The task:
Go through the listing beneath and show each line containing the string "thumb".

○ ○ ○ ○ ○

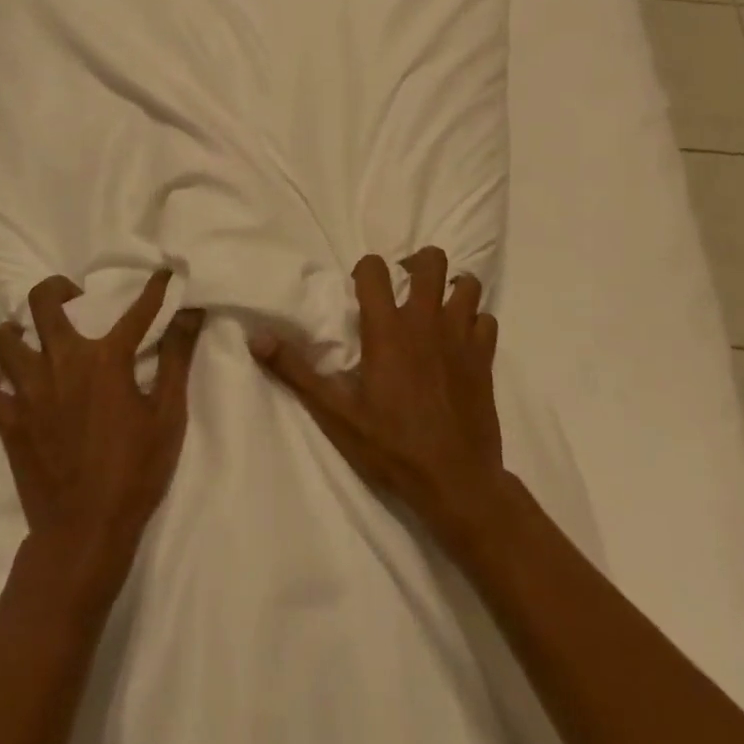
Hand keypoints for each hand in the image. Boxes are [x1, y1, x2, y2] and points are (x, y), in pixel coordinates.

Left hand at [0, 271, 204, 587]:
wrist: (85, 531)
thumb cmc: (135, 471)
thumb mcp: (169, 415)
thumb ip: (178, 358)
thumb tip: (191, 313)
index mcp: (105, 358)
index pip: (137, 309)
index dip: (155, 288)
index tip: (164, 273)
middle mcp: (61, 362)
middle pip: (43, 302)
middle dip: (57, 289)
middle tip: (72, 300)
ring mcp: (28, 391)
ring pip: (3, 340)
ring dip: (18, 333)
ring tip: (34, 342)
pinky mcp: (7, 421)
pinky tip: (10, 389)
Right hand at [249, 247, 505, 541]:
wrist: (455, 481)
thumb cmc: (390, 446)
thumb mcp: (335, 412)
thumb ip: (296, 370)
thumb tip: (256, 337)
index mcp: (387, 328)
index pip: (375, 269)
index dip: (366, 270)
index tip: (361, 290)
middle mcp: (426, 320)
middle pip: (431, 262)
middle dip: (417, 264)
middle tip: (405, 285)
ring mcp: (461, 337)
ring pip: (466, 285)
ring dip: (451, 289)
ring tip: (436, 307)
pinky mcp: (486, 357)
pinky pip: (487, 320)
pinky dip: (475, 323)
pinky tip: (461, 342)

○ ○ ○ ○ ○

Completed exercise:
thumb cmc: (135, 471)
thumb mcp: (169, 415)
thumb ip: (178, 358)
thumb tip: (191, 313)
thumb cmc: (390, 446)
thumb mcp: (335, 412)
thumb ip: (296, 370)
thumb tip: (256, 337)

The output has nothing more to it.